Blood of the Fold is the third book in Terry Goodkind's epic fantasy series The Sword of Truth.

Plot introduction
Prior to the start of Blood of the Fold, Richard comes to terms with his true identity as a War Wizard, a powerful wizard with both additive and subtractive magic. The New World, and all the freedom of humankind, is under threat from the Imperial Order after the barrier between the Old and New World was brought down.  The Imperial Order has already sent delegations and armies into the New World. Richard's only option to stop the invasion is to claim his heritage and unite all free kingdoms and provinces under one rule and one command.

Plot summary
The story begins at the Palace of the Prophets where a funeral is being held for Nathan and Ann. Sister Verna and Warren, now freed from Rada'Han, are traveling with Richard to break down the barrier between the New and the Old World. Upon returning from the funeral, Sister Verna discovers that the ring of the Prelate is at the center of the large room, wrapped in a spell that does not allow any sister to retrieve it. The sisters invite Verna to make an attempt and she succeeds, becoming Ann's successor. Incredulous, Verna confides to Warren that she does not know what to do about the presence in the Palace of the Sisters of the Dark.

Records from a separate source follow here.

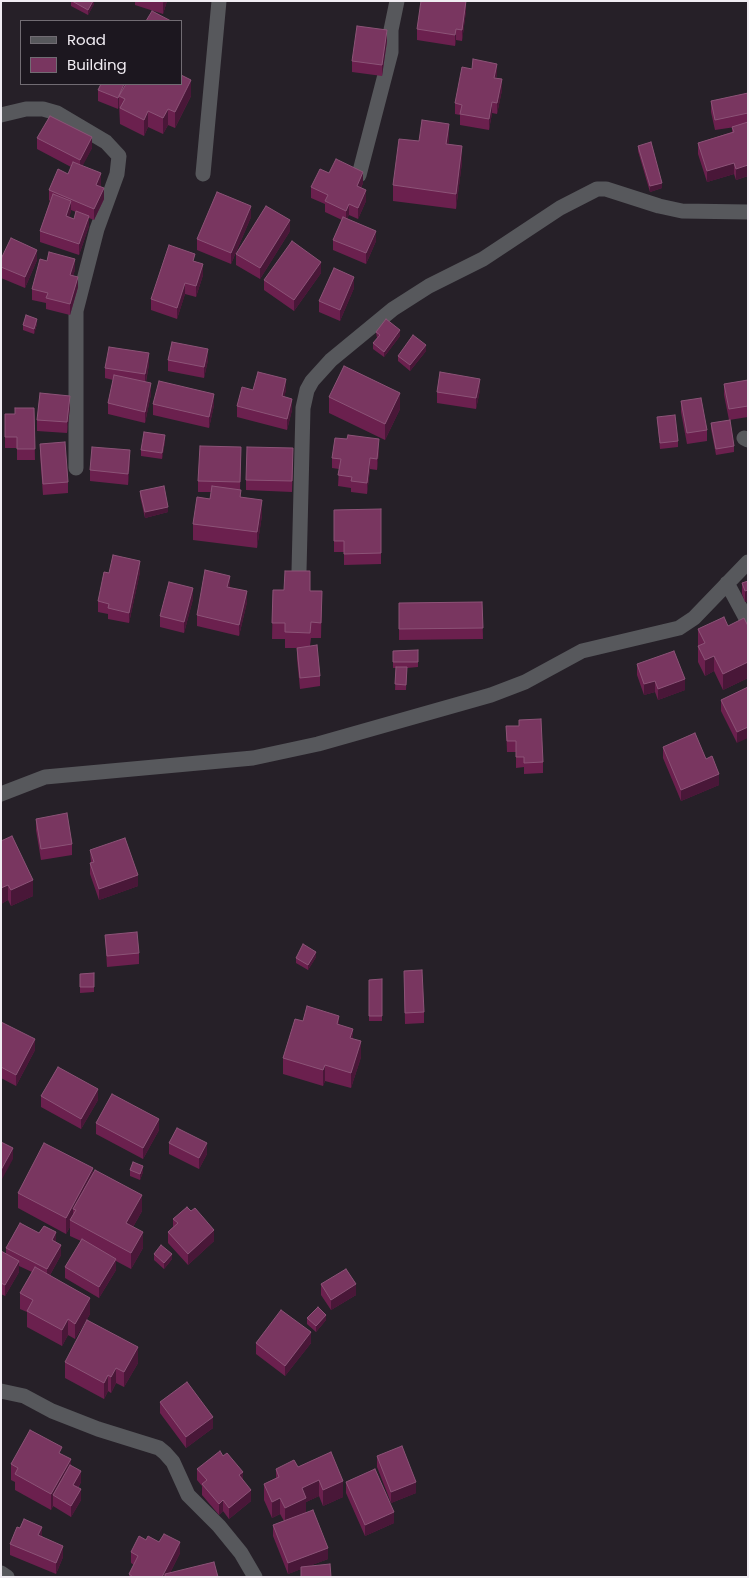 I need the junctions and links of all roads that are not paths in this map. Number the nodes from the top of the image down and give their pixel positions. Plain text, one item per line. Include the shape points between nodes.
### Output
1 (219, 1) edge
2 (397, 1) edge
3 (1, 115) edge
4 (203, 174) dead end
5 (359, 175) edge
6 (748, 212) edge
7 (76, 468) dead end
8 (748, 562) edge
9 (299, 571) edge
10 (726, 584) junction
11 (748, 622) edge
12 (1, 794) edge
13 (1, 1390) edge
14 (1, 1573) edge
15 (7, 1577) edge
16 (255, 1577) edge

1 - 4 street
2 - 5 street via 391,30 391,52
3 - 7 street via 43,109 57,113 106,142 119,156 117,174 97,229 76,311
6 - 9 street via 682,211 597,189 560,208 483,259 392,309 331,360 307,390 303,408
8 - 10 street
10 - 11 street
10 - 12 street via 694,618 679,628 582,651 525,682 491,695 318,744 252,758 45,777
13 - 16 street via 24,1396 52,1411 165,1452 192,1500 242,1553
14 - 15 street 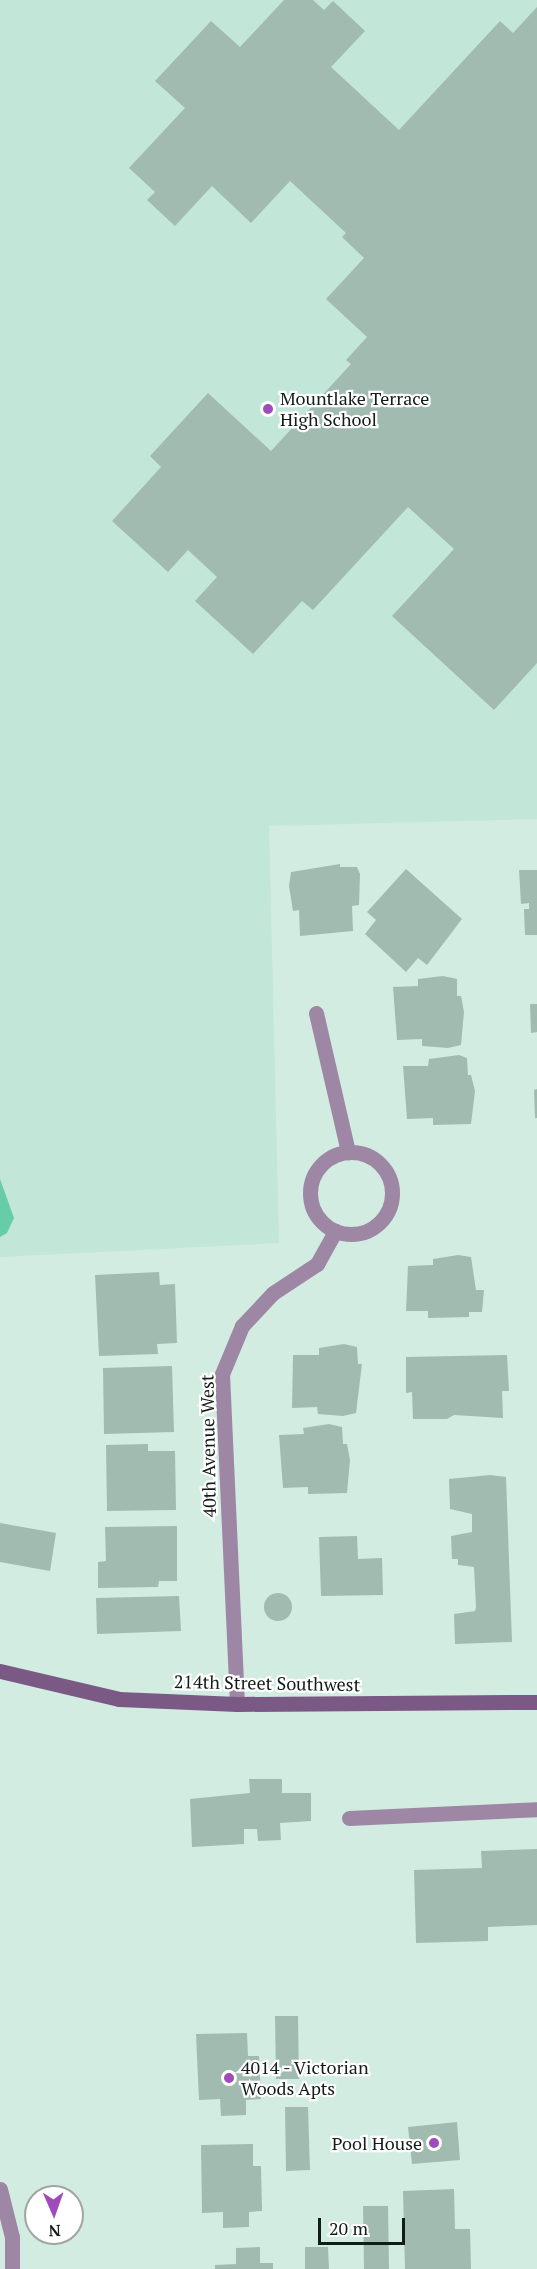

In the meantime, Richard suffers an attack by mriswiths at Aydindril but is saved by Gratch, who can sense the presence of the creatures. Realizing that they need allies, Richard decides to go to the embassy of D'Hara to claim the loyalty of the troops as the new Lord Rahl. On the way into town he gives a silver coin with the symbol of the Palace of the Prophets to a little girl who, with her grandmother, sells cakes with honey and is recognized by them as the Seeker. They promise not to reveal his identity. Shortly afterwards, Richard clashes with Blood of the Fold member Galtero, and is saved thanks to the intervention of four Mord-Sith: Cara, Raina, Berdine and Hally, and two personal guards of the Master Rahl, Ulic and Egan, who swear allegiance to him. Richard also learns from them the nature of the special bond that exists between Lord Rahl and all the D'Haran: a spell cast almost three thousand years ago by an ancestor of Richard, which involves a pact where the D'Haran protect Lord Rahl by force of arms and in return Lord Rahl protects all his subjects with the power of magic. The only requirement for the bond to work is that the D'Harans recognize the legitimacy of the title of Lord Rahl. Richard and his escort go to General Reibisch, the man in charge of the D'Haran army in Aydindril, in an effort to gain their loyalty. They succeed only through an attack of mriswith who burst into the room killing the Mord-Sith Hally, and several soldiers, which gives Richard the opportunity to kill the mriswith by dancing with the spirits, which convinces the D'Harans he is the real Lord Rahl. The general recognizes the authority of Lord Rahl, thus giving Richard control of the army.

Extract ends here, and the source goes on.